Senden, 5.3.2010, (uh). Harsch geht die Katholische Arbeitnehmerbewegung (KAB) in Senden mit ihren Stadträten ins Gericht. Die Entscheidung, einen zweiten verkaufsoffenen Sonntag in der Illerstadt einzuführen zeuge von einer erschreckenden Kulturvergessenheit - nicht mehr der Mensch stehe im Mittelpunkt solcher Entscheidungen, sondern ausschließlich die Interessen weniger Handeltreibender.
KAB-Teamsprecherin Hannelore Beck erinnert sich noch gut an die Einführung des ersten verkaufsoffenen Sonntags in Senden: „damals wurde gesagt, es handele sich ja nur um einen verkaufsoffenen Sonntag, mehr seien niemals angedacht“. Dass der Stadtrat nun auf Druck einer kleinen aber starken Wirtschaftslobby „umfalle“, tut weh, so Beck: „und dass gerade die Stadtratsfraktion, die das Christliche im Namen führt, die Sonntagskultur am geschlossensten mißachtet ist unerträglich.“ Gleichzeitig machen ihr die sieben Stadträtinnen und Stadträte, die für den Erhalt des arbeitsfreien Sonntages eingetreten sind, Mut.
Als einen Hohn empfindet es die KAB, dass ausgerechnet dem Josefsmarkt ein verkaufsoffener Sonntag angeschlossen werden soll. „Der heilige Josef ist der Schutzpatron der arbeitenden Menschen und steht für eine menschliche Kultur gerade auch in der Arbeitswelt,“ so KAB-Präses Ulrich Hoffmann: „wer den Sonntag dem Profit opfert und eine Arbeitswelt schafft, die die sozialen Interessen der Beschäftigten verletzt, kann auch christlichen Maßstäben nicht gerecht werden“. Hoffmann sieht im aktuellen Stadtratsbeschluss eine Antiwerbung für die Stadt Senden, die viel darüber aussage, welche Kultur offensichtlich in der Stadt vorherrsche: „Gott hat die Zeit erschaffen, der Teufel die Zeitnot, die Hetze und die Eile,“ so Hoffmann, „letztlich wissen und spüren doch alle: Die Stunden die zählen, sind die Stunden die nicht gezählt werden.
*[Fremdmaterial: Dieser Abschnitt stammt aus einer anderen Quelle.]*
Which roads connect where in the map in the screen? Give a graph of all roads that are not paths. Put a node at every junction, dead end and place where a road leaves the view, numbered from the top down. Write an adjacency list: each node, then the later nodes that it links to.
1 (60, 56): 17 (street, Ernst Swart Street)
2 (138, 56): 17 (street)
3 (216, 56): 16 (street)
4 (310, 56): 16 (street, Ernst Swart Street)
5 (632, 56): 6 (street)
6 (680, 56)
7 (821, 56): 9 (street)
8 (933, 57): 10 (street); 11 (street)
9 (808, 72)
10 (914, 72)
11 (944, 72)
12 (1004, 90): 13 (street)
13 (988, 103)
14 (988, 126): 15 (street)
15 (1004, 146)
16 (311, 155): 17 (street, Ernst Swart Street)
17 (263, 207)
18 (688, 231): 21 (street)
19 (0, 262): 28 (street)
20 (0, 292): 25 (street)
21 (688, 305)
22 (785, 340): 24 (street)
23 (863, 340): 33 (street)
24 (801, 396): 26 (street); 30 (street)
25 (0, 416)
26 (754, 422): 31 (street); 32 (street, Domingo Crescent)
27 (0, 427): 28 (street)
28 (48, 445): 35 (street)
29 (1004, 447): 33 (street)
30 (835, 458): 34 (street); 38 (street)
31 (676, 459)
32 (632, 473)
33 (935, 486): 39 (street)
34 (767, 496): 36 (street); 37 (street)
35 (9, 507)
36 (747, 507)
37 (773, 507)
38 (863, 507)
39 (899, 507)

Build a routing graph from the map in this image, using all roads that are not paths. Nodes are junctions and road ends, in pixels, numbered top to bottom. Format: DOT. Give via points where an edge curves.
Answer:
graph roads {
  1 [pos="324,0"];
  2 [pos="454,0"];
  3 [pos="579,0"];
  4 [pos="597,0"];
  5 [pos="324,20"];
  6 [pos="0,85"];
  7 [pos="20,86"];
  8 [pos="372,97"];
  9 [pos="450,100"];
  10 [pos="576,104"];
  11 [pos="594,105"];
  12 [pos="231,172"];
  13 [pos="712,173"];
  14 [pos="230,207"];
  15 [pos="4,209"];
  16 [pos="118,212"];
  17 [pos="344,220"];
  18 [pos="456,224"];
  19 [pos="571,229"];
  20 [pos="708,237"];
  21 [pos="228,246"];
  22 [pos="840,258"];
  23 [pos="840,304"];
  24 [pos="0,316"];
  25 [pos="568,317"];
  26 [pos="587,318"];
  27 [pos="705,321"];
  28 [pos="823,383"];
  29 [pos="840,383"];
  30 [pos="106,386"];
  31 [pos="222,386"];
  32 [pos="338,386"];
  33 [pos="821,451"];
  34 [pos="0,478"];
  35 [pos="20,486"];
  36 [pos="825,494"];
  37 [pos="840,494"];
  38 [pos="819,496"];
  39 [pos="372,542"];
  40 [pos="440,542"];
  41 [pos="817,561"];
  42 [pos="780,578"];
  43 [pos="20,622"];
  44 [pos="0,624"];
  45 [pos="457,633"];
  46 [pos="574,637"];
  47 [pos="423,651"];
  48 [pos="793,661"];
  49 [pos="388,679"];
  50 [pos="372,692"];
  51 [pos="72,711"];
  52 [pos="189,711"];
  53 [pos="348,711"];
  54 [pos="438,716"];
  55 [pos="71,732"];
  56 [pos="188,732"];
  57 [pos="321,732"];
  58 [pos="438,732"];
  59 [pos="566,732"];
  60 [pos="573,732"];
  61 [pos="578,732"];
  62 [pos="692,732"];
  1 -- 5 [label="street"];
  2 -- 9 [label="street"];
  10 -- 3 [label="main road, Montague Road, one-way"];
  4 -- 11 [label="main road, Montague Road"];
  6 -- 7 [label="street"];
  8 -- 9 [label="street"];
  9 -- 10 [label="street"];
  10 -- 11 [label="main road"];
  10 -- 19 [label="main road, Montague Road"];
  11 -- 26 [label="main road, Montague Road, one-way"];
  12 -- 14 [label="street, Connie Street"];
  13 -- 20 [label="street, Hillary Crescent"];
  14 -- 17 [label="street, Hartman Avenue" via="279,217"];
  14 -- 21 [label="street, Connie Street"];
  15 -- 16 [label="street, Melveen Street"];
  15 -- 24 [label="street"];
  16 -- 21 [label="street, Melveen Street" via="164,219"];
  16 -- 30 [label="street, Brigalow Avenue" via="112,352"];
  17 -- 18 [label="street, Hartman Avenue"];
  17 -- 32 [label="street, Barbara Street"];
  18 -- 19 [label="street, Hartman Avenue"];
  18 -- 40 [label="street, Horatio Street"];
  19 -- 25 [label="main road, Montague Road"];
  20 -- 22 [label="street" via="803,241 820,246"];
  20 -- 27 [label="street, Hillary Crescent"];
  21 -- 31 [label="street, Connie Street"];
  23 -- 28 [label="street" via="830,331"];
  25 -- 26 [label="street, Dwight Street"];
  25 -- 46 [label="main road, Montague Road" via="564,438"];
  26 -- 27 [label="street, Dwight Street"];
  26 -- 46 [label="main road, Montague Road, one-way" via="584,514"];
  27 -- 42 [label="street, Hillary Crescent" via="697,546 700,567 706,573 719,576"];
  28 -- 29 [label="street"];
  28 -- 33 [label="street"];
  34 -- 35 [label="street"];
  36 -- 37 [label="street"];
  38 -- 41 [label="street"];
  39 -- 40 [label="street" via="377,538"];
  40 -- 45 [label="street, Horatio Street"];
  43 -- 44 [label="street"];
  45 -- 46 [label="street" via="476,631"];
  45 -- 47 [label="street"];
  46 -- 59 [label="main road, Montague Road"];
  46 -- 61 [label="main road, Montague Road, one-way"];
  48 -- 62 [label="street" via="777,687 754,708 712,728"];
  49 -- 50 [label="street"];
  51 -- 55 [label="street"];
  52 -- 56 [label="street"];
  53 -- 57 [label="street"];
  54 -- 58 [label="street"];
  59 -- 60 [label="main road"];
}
Um das zu erfahren, ist der Sonntag da und notwendig. Er ist ein zu wertvoller Zeitverlust, um auf ihn verzichten zu können.“
Die KAB in Senden überlegt nun zusammen mit der eben gegründeten „Allianz für den freien Sonntag“, die von einer breiten Öffentlichkeit getragen wird, der Sonntags-Kulturvergessenheit um der Menschen willen kreative Aktionen entgegen zu setzen, denn, so Hannelore Beck, „Ohne Sonntag gibt's nur noch Werktage“.